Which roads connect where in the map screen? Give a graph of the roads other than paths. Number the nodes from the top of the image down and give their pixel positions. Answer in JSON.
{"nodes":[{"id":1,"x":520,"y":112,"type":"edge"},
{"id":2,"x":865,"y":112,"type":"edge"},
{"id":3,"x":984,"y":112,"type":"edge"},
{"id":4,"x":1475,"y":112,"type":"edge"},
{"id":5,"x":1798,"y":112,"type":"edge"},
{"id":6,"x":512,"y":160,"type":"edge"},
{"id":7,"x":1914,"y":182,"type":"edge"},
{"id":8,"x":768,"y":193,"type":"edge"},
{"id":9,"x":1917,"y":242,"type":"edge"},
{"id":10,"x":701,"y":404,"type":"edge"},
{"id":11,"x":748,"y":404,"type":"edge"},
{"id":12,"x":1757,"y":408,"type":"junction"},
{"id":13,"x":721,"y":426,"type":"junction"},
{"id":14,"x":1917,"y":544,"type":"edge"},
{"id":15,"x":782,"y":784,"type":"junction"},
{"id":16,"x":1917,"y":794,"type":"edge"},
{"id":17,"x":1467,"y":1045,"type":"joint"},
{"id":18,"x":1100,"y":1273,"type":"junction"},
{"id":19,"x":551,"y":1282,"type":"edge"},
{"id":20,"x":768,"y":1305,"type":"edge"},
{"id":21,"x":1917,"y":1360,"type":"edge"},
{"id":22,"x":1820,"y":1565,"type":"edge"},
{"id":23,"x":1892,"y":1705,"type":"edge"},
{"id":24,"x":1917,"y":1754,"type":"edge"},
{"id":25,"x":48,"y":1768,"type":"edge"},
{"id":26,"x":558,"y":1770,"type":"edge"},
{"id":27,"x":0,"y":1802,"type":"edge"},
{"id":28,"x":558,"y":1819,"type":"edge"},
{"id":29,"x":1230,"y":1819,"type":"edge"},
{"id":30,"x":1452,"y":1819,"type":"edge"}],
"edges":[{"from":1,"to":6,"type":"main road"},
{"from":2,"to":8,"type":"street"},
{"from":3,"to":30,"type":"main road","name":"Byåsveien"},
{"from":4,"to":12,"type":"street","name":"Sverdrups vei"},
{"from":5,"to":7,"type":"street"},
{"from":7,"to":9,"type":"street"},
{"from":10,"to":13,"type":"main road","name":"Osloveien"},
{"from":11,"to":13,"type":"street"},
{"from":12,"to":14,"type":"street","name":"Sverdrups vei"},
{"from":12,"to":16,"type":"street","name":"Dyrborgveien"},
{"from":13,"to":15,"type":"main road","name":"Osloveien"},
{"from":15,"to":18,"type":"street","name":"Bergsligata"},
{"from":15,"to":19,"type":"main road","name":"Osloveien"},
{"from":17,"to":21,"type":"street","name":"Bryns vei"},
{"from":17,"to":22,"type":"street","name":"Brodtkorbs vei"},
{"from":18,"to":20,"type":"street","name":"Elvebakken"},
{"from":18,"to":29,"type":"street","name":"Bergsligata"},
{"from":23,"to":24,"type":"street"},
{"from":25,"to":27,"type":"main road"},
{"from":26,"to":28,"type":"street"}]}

Required action:
Only lines with the word "Sverdrups" go in the answer. Take them all from the entries above.

Exercise solution:
{"from":4,"to":12,"type":"street","name":"Sverdrups vei"},
{"from":12,"to":14,"type":"street","name":"Sverdrups vei"},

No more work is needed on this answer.